──────── THE INPUT ────────
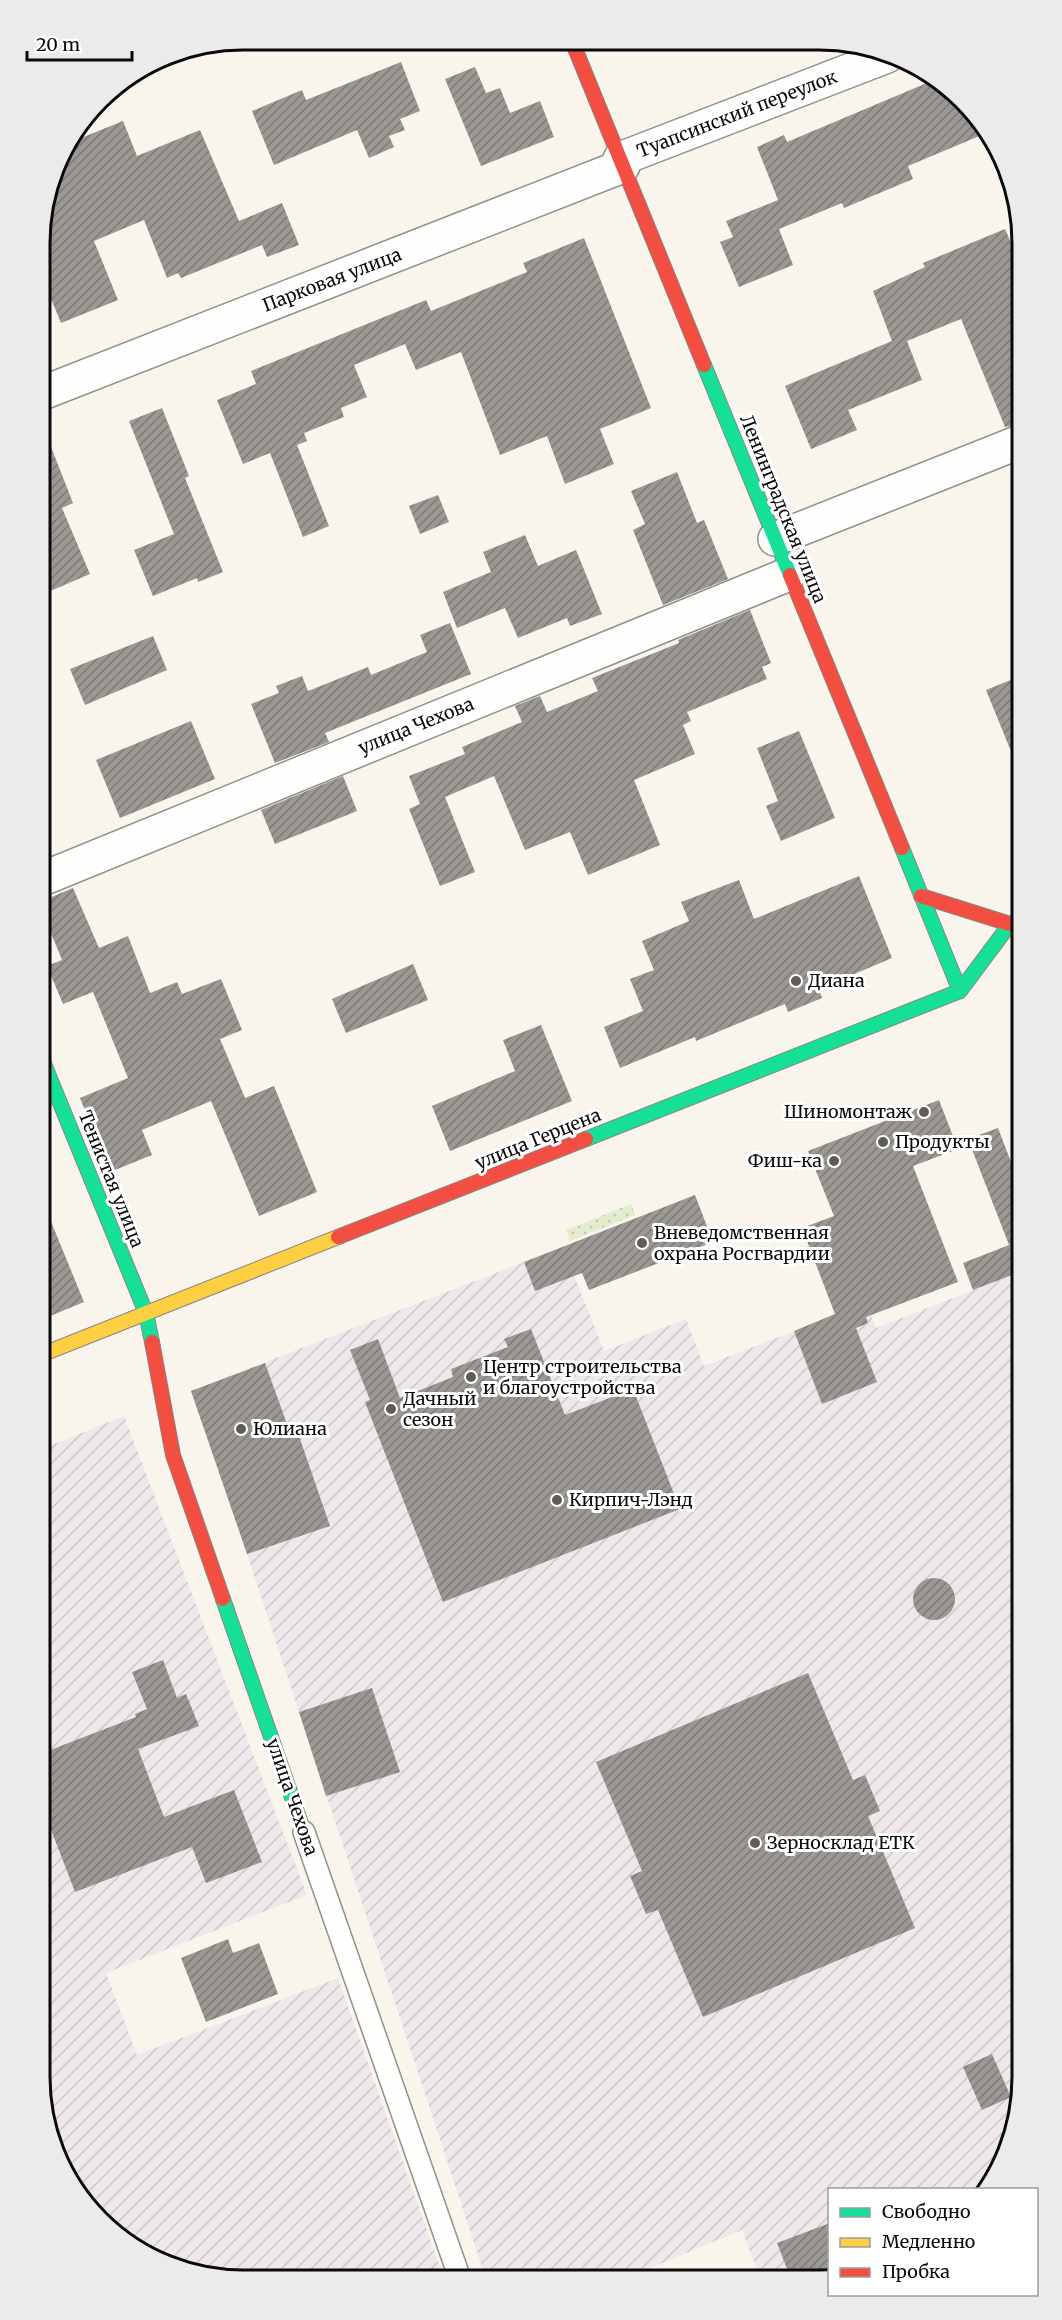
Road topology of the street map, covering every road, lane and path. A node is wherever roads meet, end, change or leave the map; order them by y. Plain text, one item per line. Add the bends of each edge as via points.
1 (576, 50) edge
2 (879, 59) edge
3 (622, 162) junction
4 (50, 390) edge
5 (1012, 445) edge
6 (775, 539) junction
7 (789, 574) junction
8 (50, 876) edge
9 (921, 896) junction
10 (1012, 921) edge
11 (1012, 925) edge
12 (960, 991) junction
13 (50, 1079) edge
14 (146, 1313) junction
15 (50, 1351) edge
16 (304, 1832) joint
17 (457, 2270) edge

1 - 3 street, Ленинградская улица
2 - 3 street, Туапсинский переулок
3 - 4 street, Парковая улица
3 - 6 street, Ленинградская улица
5 - 6 street
6 - 7 street, Ленинградская улица
7 - 8 street, улица Чехова
7 - 9 street, Ленинградская улица
9 - 10 street
9 - 12 street, Ленинградская улица
11 - 12 street
12 - 14 street, улица Герцена
13 - 14 street, Тенистая улица
14 - 15 street, улица Герцена
14 - 16 street, улица Чехова via 173,1455
16 - 17 lane, улица Чехова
────────
**ASSIGNED TASK**: Transcribe the listing exactly, skipping pictures.

**SOLUTION**:
Road topology of the street map, covering every road, lane and path. A node is wherever roads meet, end, change or leave the map; order them by y. Plain text, one item per line. Add the bends of each edge as via points.
1 (576, 50) edge
2 (879, 59) edge
3 (622, 162) junction
4 (50, 390) edge
5 (1012, 445) edge
6 (775, 539) junction
7 (789, 574) junction
8 (50, 876) edge
9 (921, 896) junction
10 (1012, 921) edge
11 (1012, 925) edge
12 (960, 991) junction
13 (50, 1079) edge
14 (146, 1313) junction
15 (50, 1351) edge
16 (304, 1832) joint
17 (457, 2270) edge

1 - 3 street, Ленинградская улица
2 - 3 street, Туапсинский переулок
3 - 4 street, Парковая улица
3 - 6 street, Ленинградская улица
5 - 6 street
6 - 7 street, Ленинградская улица
7 - 8 street, улица Чехова
7 - 9 street, Ленинградская улица
9 - 10 street
9 - 12 street, Ленинградская улица
11 - 12 street
12 - 14 street, улица Герцена
13 - 14 street, Тенистая улица
14 - 15 street, улица Герцена
14 - 16 street, улица Чехова via 173,1455
16 - 17 lane, улица Чехова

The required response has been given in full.